──────── SOURCE DATA
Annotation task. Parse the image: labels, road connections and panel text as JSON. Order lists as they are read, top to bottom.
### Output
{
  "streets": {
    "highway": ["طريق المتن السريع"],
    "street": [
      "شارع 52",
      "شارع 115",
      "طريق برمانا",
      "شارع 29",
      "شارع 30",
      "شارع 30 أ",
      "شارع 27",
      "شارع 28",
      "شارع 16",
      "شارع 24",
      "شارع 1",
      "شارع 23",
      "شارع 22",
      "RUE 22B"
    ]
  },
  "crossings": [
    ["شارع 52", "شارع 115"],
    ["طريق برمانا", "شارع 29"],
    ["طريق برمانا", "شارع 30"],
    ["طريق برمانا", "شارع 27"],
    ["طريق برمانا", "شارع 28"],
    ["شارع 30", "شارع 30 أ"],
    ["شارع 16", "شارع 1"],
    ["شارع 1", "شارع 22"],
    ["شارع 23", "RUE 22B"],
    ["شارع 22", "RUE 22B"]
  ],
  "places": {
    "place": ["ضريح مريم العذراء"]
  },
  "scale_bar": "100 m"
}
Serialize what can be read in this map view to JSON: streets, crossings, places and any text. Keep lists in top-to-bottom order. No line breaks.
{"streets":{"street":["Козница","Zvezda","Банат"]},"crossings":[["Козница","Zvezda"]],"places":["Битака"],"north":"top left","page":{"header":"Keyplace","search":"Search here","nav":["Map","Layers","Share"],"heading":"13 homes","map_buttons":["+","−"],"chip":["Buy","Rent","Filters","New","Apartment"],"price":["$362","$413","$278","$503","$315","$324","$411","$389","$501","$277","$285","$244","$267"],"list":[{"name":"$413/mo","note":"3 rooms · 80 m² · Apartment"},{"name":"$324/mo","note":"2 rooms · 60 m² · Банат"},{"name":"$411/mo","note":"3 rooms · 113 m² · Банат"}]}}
────────────────
**GOAL OF THE EXERCISE**
Start to finish, output the whole listing exactly.

**YOUR RESPONSE**
Annotation task. Parse the image: labels, road connections and panel text as JSON. Order lists as they are read, top to bottom.
### Output
{
  "streets": {
    "highway": ["طريق المتن السريع"],
    "street": [
      "شارع 52",
      "شارع 115",
      "طريق برمانا",
      "شارع 29",
      "شارع 30",
      "شارع 30 أ",
      "شارع 27",
      "شارع 28",
      "شارع 16",
      "شارع 24",
      "شارع 1",
      "شارع 23",
      "شارع 22",
      "RUE 22B"
    ]
  },
  "crossings": [
    ["شارع 52", "شارع 115"],
    ["طريق برمانا", "شارع 29"],
    ["طريق برمانا", "شارع 30"],
    ["طريق برمانا", "شارع 27"],
    ["طريق برمانا", "شارع 28"],
    ["شارع 30", "شارع 30 أ"],
    ["شارع 16", "شارع 1"],
    ["شارع 1", "شارع 22"],
    ["شارع 23", "RUE 22B"],
    ["شارع 22", "RUE 22B"]
  ],
  "places": {
    "place": ["ضريح مريم العذراء"]
  },
  "scale_bar": "100 m"
}
Serialize what can be read in this map view to JSON: streets, crossings, places and any text. Keep lists in top-to-bottom order. No line breaks.
{"streets":{"street":["Козница","Zvezda","Банат"]},"crossings":[["Козница","Zvezda"]],"places":["Битака"],"north":"top left","page":{"header":"Keyplace","search":"Search here","nav":["Map","Layers","Share"],"heading":"13 homes","map_buttons":["+","−"],"chip":["Buy","Rent","Filters","New","Apartment"],"price":["$362","$413","$278","$503","$315","$324","$411","$389","$501","$277","$285","$244","$267"],"list":[{"name":"$413/mo","note":"3 rooms · 80 m² · Apartment"},{"name":"$324/mo","note":"2 rooms · 60 m² · Банат"},{"name":"$411/mo","note":"3 rooms · 113 m² · Банат"}]}}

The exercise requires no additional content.